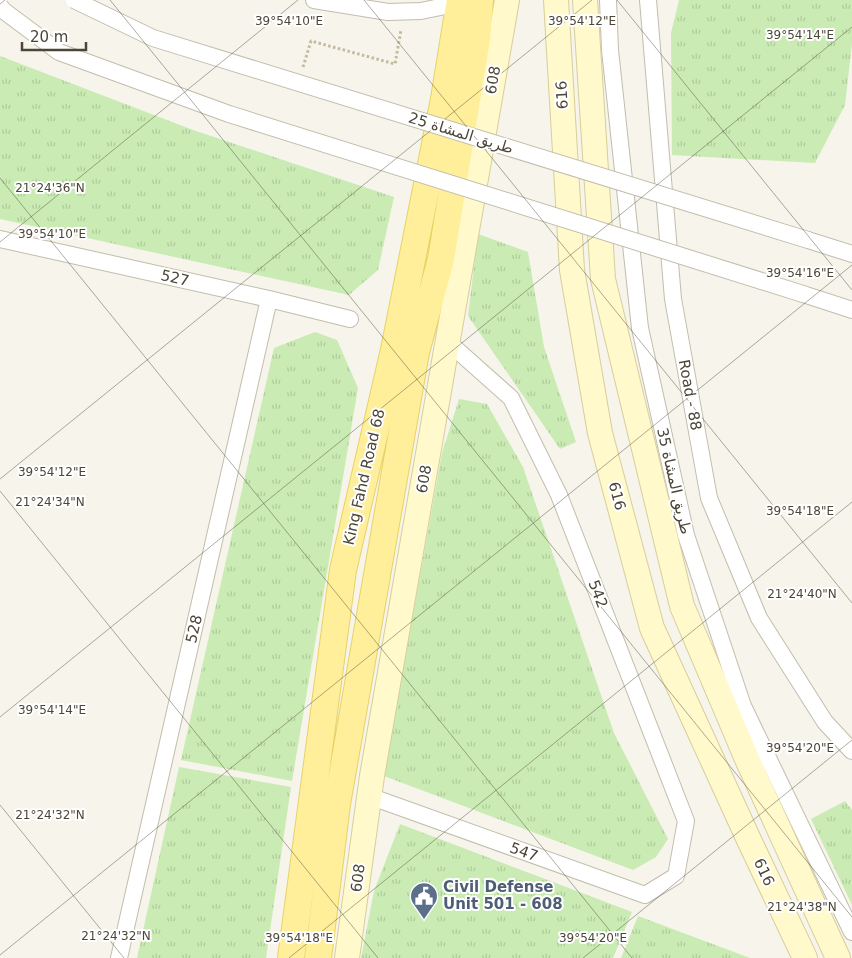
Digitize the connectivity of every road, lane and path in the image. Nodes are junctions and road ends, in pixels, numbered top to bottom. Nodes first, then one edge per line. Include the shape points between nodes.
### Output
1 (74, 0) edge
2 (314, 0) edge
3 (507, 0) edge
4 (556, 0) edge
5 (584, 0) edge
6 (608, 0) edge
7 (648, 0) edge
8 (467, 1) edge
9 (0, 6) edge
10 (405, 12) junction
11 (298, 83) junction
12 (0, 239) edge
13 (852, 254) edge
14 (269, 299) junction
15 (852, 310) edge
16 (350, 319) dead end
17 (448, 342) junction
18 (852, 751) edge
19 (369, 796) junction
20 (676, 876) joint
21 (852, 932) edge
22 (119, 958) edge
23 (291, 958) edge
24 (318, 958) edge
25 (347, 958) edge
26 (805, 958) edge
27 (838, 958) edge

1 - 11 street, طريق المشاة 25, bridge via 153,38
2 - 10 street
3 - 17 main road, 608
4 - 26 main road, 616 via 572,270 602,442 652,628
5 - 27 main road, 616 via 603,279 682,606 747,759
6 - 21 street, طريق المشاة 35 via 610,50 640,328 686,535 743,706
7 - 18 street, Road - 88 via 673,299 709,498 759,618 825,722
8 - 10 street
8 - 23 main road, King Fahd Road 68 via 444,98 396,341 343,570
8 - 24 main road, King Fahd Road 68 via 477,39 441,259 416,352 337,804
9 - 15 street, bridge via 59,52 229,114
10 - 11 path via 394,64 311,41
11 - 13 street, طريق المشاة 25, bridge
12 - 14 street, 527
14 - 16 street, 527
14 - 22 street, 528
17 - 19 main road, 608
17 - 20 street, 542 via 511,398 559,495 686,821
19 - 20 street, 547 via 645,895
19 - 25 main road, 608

# [WORK TO BE COMPLETED]
Only the text of the material belongs in your copy, which must match the original exactly.

# [WRITTEN RESPONSE]
Digitize the connectivity of every road, lane and path in the image. Nodes are junctions and road ends, in pixels, numbered top to bottom. Nodes first, then one edge per line. Include the shape points between nodes.
### Output
1 (74, 0) edge
2 (314, 0) edge
3 (507, 0) edge
4 (556, 0) edge
5 (584, 0) edge
6 (608, 0) edge
7 (648, 0) edge
8 (467, 1) edge
9 (0, 6) edge
10 (405, 12) junction
11 (298, 83) junction
12 (0, 239) edge
13 (852, 254) edge
14 (269, 299) junction
15 (852, 310) edge
16 (350, 319) dead end
17 (448, 342) junction
18 (852, 751) edge
19 (369, 796) junction
20 (676, 876) joint
21 (852, 932) edge
22 (119, 958) edge
23 (291, 958) edge
24 (318, 958) edge
25 (347, 958) edge
26 (805, 958) edge
27 (838, 958) edge

1 - 11 street, طريق المشاة 25, bridge via 153,38
2 - 10 street
3 - 17 main road, 608
4 - 26 main road, 616 via 572,270 602,442 652,628
5 - 27 main road, 616 via 603,279 682,606 747,759
6 - 21 street, طريق المشاة 35 via 610,50 640,328 686,535 743,706
7 - 18 street, Road - 88 via 673,299 709,498 759,618 825,722
8 - 10 street
8 - 23 main road, King Fahd Road 68 via 444,98 396,341 343,570
8 - 24 main road, King Fahd Road 68 via 477,39 441,259 416,352 337,804
9 - 15 street, bridge via 59,52 229,114
10 - 11 path via 394,64 311,41
11 - 13 street, طريق المشاة 25, bridge
12 - 14 street, 527
14 - 16 street, 527
14 - 22 street, 528
17 - 19 main road, 608
17 - 20 street, 542 via 511,398 559,495 686,821
19 - 20 street, 547 via 645,895
19 - 25 main road, 608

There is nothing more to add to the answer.